Nell’intento di recuperare i miliardi di euro persi a causa dell’evasione e della frode fiscale nell’UE, la Commissione ha presentato una serie di misure concrete da adottare a livello nazionale, dell’Unione e internazionale (cfr. IP/12/697 e MEMO/12/492) e stabilirà entro la fine del 2012 una strategia comune per affrontare il problema dei paradisi fiscali e delle pianificazioni fiscali aggressive.

La proposta volta a rafforzare la direttiva UE sulla tassazione del risparmio e i mandati per il rafforzamento degli accordi sulla tassazione del risparmio con 5 paesi terzi (cfr. MEMO/12/353) sono attualmente all’esame del Consiglio. La Commissione ne auspica la rapida adozione in quanto si tratta di strumenti fondamentali per migliorare la posizione dell’Unione in materia di lotta all’evasione.

Commercio [TRADE]

Poiché il commercio estero è un fattore determinante per il piano di ripresa economica dell’Europa, per promuovere la crescita economica e l’occupazione è indispensabile aprire i mercati accelerando la conclusione degli accordi di libero scambio (ALS).

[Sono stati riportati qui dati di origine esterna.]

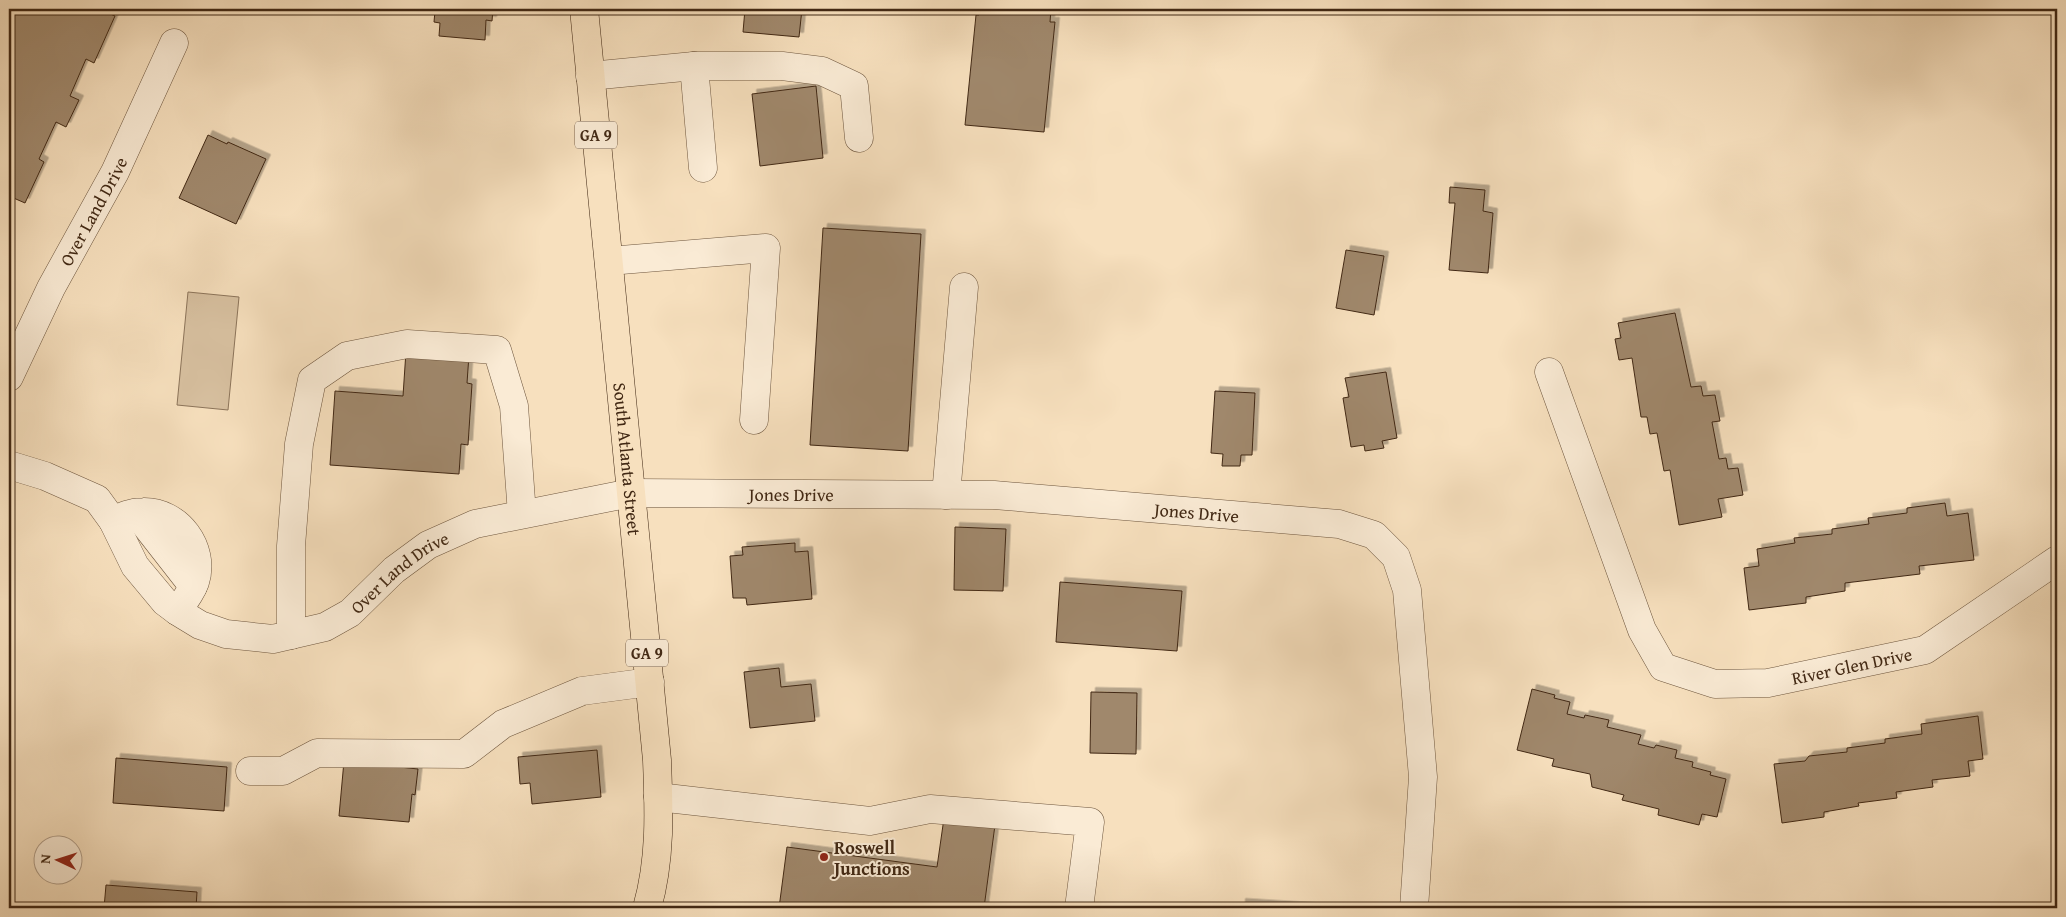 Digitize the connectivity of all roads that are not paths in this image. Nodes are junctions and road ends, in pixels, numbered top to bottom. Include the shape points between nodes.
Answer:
1 (584, 9) edge
2 (174, 43) dead end
3 (694, 66) junction
4 (590, 76) junction
5 (859, 138) dead end
6 (703, 168) dead end
7 (609, 261) junction
8 (964, 287) dead end
9 (1549, 372) dead end
10 (9, 377) edge
11 (754, 420) dead end
12 (9, 466) edge
13 (631, 493) junction
14 (946, 495) junction
15 (522, 514) junction
16 (125, 517) junction
17 (2057, 560) edge
18 (177, 611) junction
19 (291, 635) junction
20 (650, 682) junction
21 (250, 771) dead end
22 (658, 798) junction
23 (647, 908) edge
24 (1079, 908) edge
25 (1414, 908) edge

1 - 4 main road, South Atlanta Street / GA 9
2 - 10 street, Over Land Drive via 115,172 51,288
3 - 4 street
3 - 5 street via 782,66 822,70 854,86
3 - 6 street
4 - 7 main road, South Atlanta Street / GA 9
7 - 11 street via 766,248
7 - 13 main road, South Atlanta Street / GA 9
8 - 14 street
9 - 17 street, River Glen Drive via 1642,630 1663,667 1716,684 1768,683 1925,650
12 - 16 street, Over Land Drive via 45,476 97,499
13 - 14 street, Jones Drive
13 - 15 street, Over Land Drive
13 - 20 main road, South Atlanta Street / GA 9
14 - 25 street, Jones Drive via 994,495 1339,524 1374,535 1396,557 1407,590 1424,777
15 - 19 street, Over Land Drive via 475,524 428,545 394,570 350,613 325,626
15 - 19 street via 514,406 498,350 407,344 348,356 312,380 300,435 291,546
16 - 18 street, Over Land Drive via 135,566 165,602
16 - 18 street via 144,512 161,515 175,522 194,548 197,564 193,586
18 - 19 street, Over Land Drive via 200,625 226,634 273,639
20 - 21 street via 582,691 503,724 464,754 317,753 283,771
20 - 22 main road, South Atlanta Street / GA 9
22 - 23 main road, South Atlanta Street / GA 9 via 660,824 653,886
22 - 24 street via 870,821 930,809 1090,822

Malgrado gli sforzi prodigati dall’Europa per portare a termine il ciclo di Doha, i progressi a livello multilaterale sono molto lenti. L’UE ha quindi moltiplicato gli sforzi per avviare nuovi negoziati su ALS e concludere quelli attualmente in corso: il 1° luglio 2012 ricorre il primo anniversario dell’accordo di libero scambio UE-Corea del Sud, che ha contribuito a un incremento delle esportazioni dell’Unione in Corea pari al 16% nel 2011. Il Commissario De Gucht ha definito prioritaria la conclusione dei negoziati con il Canada e Singapore, la porta d’accesso all’Asia sudorientale. Nella stessa regione l’UE conduce negoziati anche con l’India e la Malaysia e ha concluso di recente i negoziati commerciali con il Vietnam (cfr. IP/12/689). L’Unione mira ad avviare negoziati con la Cina su un accordo di investimento e la Commissione chiederà prossimamente agli Stati membri un mandato per intavolare negoziati con il Giappone. Nell’ottica della creazione di uno spazio commerciale transatlantico, il Presidente statunitense Obama, il Presidente della Commissione Barroso e il Presidente del Consiglio europeo Van Rompuy si sono recentemente compiaciuti dei progressi evidenziati dalla relazione intermedia del gruppo di lavoro ad alto livello UE-USA su occupazione e crescita (cfr. MEMO/12/462). Quest’anno sono stati conclusi accordi commerciali con il Perù, la Colombia (cfr. IP/12/690) e l’America centrale; sono in corso negoziati con i nostri partner latino-americani del Mercosur. Ci stiamo impegnando maggiormente anche nei paesi del vicinato meridionale e orientale, prova ne sia la recente conclusione di un ambizioso accordo con l’Ucraina.